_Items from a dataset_
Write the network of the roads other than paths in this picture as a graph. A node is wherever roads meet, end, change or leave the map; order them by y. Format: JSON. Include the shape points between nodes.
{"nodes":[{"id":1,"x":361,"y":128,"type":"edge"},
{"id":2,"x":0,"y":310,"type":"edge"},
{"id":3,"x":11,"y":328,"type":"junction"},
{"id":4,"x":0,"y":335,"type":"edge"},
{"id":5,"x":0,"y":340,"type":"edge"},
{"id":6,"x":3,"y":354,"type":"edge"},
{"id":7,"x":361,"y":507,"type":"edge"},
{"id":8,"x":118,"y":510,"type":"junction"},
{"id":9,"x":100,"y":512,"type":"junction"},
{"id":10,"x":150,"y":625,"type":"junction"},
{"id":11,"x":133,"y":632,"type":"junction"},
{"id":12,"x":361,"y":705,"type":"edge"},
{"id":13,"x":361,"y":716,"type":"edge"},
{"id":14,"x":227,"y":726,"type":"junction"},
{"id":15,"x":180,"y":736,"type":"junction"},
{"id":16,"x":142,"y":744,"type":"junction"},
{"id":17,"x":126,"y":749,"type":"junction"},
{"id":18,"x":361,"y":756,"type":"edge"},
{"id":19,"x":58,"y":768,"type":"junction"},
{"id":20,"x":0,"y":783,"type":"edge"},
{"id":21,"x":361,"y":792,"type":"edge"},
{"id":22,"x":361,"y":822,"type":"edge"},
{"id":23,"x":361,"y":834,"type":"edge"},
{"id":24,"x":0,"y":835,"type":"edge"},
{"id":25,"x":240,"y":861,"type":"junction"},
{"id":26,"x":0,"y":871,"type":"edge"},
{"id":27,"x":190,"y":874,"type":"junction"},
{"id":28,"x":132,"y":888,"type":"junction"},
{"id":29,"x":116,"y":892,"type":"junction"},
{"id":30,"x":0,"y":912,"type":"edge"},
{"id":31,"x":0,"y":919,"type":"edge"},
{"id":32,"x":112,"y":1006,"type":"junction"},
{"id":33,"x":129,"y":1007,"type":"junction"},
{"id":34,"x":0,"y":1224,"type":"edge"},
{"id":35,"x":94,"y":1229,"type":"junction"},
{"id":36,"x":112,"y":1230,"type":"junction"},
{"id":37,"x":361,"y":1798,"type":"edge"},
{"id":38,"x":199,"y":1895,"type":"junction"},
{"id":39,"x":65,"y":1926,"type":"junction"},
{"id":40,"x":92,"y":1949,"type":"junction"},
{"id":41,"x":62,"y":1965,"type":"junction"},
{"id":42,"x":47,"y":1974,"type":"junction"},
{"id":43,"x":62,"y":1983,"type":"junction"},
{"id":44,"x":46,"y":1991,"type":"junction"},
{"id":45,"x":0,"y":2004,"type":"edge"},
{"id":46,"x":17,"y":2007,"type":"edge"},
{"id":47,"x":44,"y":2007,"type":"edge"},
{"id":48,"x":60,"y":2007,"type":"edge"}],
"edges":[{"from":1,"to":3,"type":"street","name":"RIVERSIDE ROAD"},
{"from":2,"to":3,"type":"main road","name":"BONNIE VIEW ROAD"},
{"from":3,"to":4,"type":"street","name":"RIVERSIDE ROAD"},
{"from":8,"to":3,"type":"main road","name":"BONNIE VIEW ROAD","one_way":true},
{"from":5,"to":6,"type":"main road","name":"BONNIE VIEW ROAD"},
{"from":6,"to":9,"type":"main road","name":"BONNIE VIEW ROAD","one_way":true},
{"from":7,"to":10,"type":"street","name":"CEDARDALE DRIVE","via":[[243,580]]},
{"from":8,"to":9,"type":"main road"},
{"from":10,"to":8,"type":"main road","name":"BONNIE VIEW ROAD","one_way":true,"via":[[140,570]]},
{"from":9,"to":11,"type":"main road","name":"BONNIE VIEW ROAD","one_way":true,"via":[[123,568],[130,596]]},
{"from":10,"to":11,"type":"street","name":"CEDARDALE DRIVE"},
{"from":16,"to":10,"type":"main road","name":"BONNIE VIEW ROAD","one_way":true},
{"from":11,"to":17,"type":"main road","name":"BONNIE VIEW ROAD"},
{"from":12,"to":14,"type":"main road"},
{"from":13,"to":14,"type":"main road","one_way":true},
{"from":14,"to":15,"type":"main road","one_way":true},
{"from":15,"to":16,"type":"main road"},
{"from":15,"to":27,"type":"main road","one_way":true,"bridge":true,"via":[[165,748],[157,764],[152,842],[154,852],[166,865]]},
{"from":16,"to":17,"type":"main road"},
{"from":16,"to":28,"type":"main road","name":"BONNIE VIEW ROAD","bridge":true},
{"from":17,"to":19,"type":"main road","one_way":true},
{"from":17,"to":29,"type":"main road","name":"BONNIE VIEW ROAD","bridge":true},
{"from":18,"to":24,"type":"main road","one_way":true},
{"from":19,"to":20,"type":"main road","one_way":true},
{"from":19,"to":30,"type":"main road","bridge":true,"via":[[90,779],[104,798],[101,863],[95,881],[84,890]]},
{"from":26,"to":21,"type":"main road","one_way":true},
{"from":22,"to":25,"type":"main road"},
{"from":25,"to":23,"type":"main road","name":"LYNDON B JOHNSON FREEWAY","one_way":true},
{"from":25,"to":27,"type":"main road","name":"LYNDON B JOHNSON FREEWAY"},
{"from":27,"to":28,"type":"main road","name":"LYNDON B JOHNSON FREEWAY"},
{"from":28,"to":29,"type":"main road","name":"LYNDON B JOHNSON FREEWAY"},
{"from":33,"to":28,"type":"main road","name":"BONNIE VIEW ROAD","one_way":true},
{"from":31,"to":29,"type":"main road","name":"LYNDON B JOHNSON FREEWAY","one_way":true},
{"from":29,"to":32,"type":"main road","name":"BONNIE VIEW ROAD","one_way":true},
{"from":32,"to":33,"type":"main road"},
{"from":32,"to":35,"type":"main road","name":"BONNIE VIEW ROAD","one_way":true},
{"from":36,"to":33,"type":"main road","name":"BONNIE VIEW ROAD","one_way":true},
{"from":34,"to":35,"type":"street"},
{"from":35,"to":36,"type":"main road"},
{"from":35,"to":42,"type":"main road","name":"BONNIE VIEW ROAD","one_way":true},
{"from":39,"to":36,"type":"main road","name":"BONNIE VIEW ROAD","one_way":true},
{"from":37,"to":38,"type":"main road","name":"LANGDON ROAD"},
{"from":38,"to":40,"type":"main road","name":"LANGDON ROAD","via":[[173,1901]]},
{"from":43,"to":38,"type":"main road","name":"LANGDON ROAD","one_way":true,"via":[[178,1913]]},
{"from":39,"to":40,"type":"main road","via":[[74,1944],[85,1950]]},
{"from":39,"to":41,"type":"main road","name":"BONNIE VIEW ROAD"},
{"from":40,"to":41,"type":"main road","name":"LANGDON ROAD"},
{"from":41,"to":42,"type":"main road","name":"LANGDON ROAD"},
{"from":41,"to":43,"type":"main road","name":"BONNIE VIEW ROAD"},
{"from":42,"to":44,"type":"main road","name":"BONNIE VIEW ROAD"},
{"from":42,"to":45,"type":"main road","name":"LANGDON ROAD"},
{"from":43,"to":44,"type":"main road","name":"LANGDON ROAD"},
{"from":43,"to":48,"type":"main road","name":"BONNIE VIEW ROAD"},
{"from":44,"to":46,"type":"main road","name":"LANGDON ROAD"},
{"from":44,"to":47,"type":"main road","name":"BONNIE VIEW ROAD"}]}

_What to work on_
This exercise calls for every record above to be written out again exactly.

_Exercise response_
Write the network of the roads other than paths in this picture as a graph. A node is wherever roads meet, end, change or leave the map; order them by y. Format: JSON. Include the shape points between nodes.
{"nodes":[{"id":1,"x":361,"y":128,"type":"edge"},
{"id":2,"x":0,"y":310,"type":"edge"},
{"id":3,"x":11,"y":328,"type":"junction"},
{"id":4,"x":0,"y":335,"type":"edge"},
{"id":5,"x":0,"y":340,"type":"edge"},
{"id":6,"x":3,"y":354,"type":"edge"},
{"id":7,"x":361,"y":507,"type":"edge"},
{"id":8,"x":118,"y":510,"type":"junction"},
{"id":9,"x":100,"y":512,"type":"junction"},
{"id":10,"x":150,"y":625,"type":"junction"},
{"id":11,"x":133,"y":632,"type":"junction"},
{"id":12,"x":361,"y":705,"type":"edge"},
{"id":13,"x":361,"y":716,"type":"edge"},
{"id":14,"x":227,"y":726,"type":"junction"},
{"id":15,"x":180,"y":736,"type":"junction"},
{"id":16,"x":142,"y":744,"type":"junction"},
{"id":17,"x":126,"y":749,"type":"junction"},
{"id":18,"x":361,"y":756,"type":"edge"},
{"id":19,"x":58,"y":768,"type":"junction"},
{"id":20,"x":0,"y":783,"type":"edge"},
{"id":21,"x":361,"y":792,"type":"edge"},
{"id":22,"x":361,"y":822,"type":"edge"},
{"id":23,"x":361,"y":834,"type":"edge"},
{"id":24,"x":0,"y":835,"type":"edge"},
{"id":25,"x":240,"y":861,"type":"junction"},
{"id":26,"x":0,"y":871,"type":"edge"},
{"id":27,"x":190,"y":874,"type":"junction"},
{"id":28,"x":132,"y":888,"type":"junction"},
{"id":29,"x":116,"y":892,"type":"junction"},
{"id":30,"x":0,"y":912,"type":"edge"},
{"id":31,"x":0,"y":919,"type":"edge"},
{"id":32,"x":112,"y":1006,"type":"junction"},
{"id":33,"x":129,"y":1007,"type":"junction"},
{"id":34,"x":0,"y":1224,"type":"edge"},
{"id":35,"x":94,"y":1229,"type":"junction"},
{"id":36,"x":112,"y":1230,"type":"junction"},
{"id":37,"x":361,"y":1798,"type":"edge"},
{"id":38,"x":199,"y":1895,"type":"junction"},
{"id":39,"x":65,"y":1926,"type":"junction"},
{"id":40,"x":92,"y":1949,"type":"junction"},
{"id":41,"x":62,"y":1965,"type":"junction"},
{"id":42,"x":47,"y":1974,"type":"junction"},
{"id":43,"x":62,"y":1983,"type":"junction"},
{"id":44,"x":46,"y":1991,"type":"junction"},
{"id":45,"x":0,"y":2004,"type":"edge"},
{"id":46,"x":17,"y":2007,"type":"edge"},
{"id":47,"x":44,"y":2007,"type":"edge"},
{"id":48,"x":60,"y":2007,"type":"edge"}],
"edges":[{"from":1,"to":3,"type":"street","name":"RIVERSIDE ROAD"},
{"from":2,"to":3,"type":"main road","name":"BONNIE VIEW ROAD"},
{"from":3,"to":4,"type":"street","name":"RIVERSIDE ROAD"},
{"from":8,"to":3,"type":"main road","name":"BONNIE VIEW ROAD","one_way":true},
{"from":5,"to":6,"type":"main road","name":"BONNIE VIEW ROAD"},
{"from":6,"to":9,"type":"main road","name":"BONNIE VIEW ROAD","one_way":true},
{"from":7,"to":10,"type":"street","name":"CEDARDALE DRIVE","via":[[243,580]]},
{"from":8,"to":9,"type":"main road"},
{"from":10,"to":8,"type":"main road","name":"BONNIE VIEW ROAD","one_way":true,"via":[[140,570]]},
{"from":9,"to":11,"type":"main road","name":"BONNIE VIEW ROAD","one_way":true,"via":[[123,568],[130,596]]},
{"from":10,"to":11,"type":"street","name":"CEDARDALE DRIVE"},
{"from":16,"to":10,"type":"main road","name":"BONNIE VIEW ROAD","one_way":true},
{"from":11,"to":17,"type":"main road","name":"BONNIE VIEW ROAD"},
{"from":12,"to":14,"type":"main road"},
{"from":13,"to":14,"type":"main road","one_way":true},
{"from":14,"to":15,"type":"main road","one_way":true},
{"from":15,"to":16,"type":"main road"},
{"from":15,"to":27,"type":"main road","one_way":true,"bridge":true,"via":[[165,748],[157,764],[152,842],[154,852],[166,865]]},
{"from":16,"to":17,"type":"main road"},
{"from":16,"to":28,"type":"main road","name":"BONNIE VIEW ROAD","bridge":true},
{"from":17,"to":19,"type":"main road","one_way":true},
{"from":17,"to":29,"type":"main road","name":"BONNIE VIEW ROAD","bridge":true},
{"from":18,"to":24,"type":"main road","one_way":true},
{"from":19,"to":20,"type":"main road","one_way":true},
{"from":19,"to":30,"type":"main road","bridge":true,"via":[[90,779],[104,798],[101,863],[95,881],[84,890]]},
{"from":26,"to":21,"type":"main road","one_way":true},
{"from":22,"to":25,"type":"main road"},
{"from":25,"to":23,"type":"main road","name":"LYNDON B JOHNSON FREEWAY","one_way":true},
{"from":25,"to":27,"type":"main road","name":"LYNDON B JOHNSON FREEWAY"},
{"from":27,"to":28,"type":"main road","name":"LYNDON B JOHNSON FREEWAY"},
{"from":28,"to":29,"type":"main road","name":"LYNDON B JOHNSON FREEWAY"},
{"from":33,"to":28,"type":"main road","name":"BONNIE VIEW ROAD","one_way":true},
{"from":31,"to":29,"type":"main road","name":"LYNDON B JOHNSON FREEWAY","one_way":true},
{"from":29,"to":32,"type":"main road","name":"BONNIE VIEW ROAD","one_way":true},
{"from":32,"to":33,"type":"main road"},
{"from":32,"to":35,"type":"main road","name":"BONNIE VIEW ROAD","one_way":true},
{"from":36,"to":33,"type":"main road","name":"BONNIE VIEW ROAD","one_way":true},
{"from":34,"to":35,"type":"street"},
{"from":35,"to":36,"type":"main road"},
{"from":35,"to":42,"type":"main road","name":"BONNIE VIEW ROAD","one_way":true},
{"from":39,"to":36,"type":"main road","name":"BONNIE VIEW ROAD","one_way":true},
{"from":37,"to":38,"type":"main road","name":"LANGDON ROAD"},
{"from":38,"to":40,"type":"main road","name":"LANGDON ROAD","via":[[173,1901]]},
{"from":43,"to":38,"type":"main road","name":"LANGDON ROAD","one_way":true,"via":[[178,1913]]},
{"from":39,"to":40,"type":"main road","via":[[74,1944],[85,1950]]},
{"from":39,"to":41,"type":"main road","name":"BONNIE VIEW ROAD"},
{"from":40,"to":41,"type":"main road","name":"LANGDON ROAD"},
{"from":41,"to":42,"type":"main road","name":"LANGDON ROAD"},
{"from":41,"to":43,"type":"main road","name":"BONNIE VIEW ROAD"},
{"from":42,"to":44,"type":"main road","name":"BONNIE VIEW ROAD"},
{"from":42,"to":45,"type":"main road","name":"LANGDON ROAD"},
{"from":43,"to":44,"type":"main road","name":"LANGDON ROAD"},
{"from":43,"to":48,"type":"main road","name":"BONNIE VIEW ROAD"},
{"from":44,"to":46,"type":"main road","name":"LANGDON ROAD"},
{"from":44,"to":47,"type":"main road","name":"BONNIE VIEW ROAD"}]}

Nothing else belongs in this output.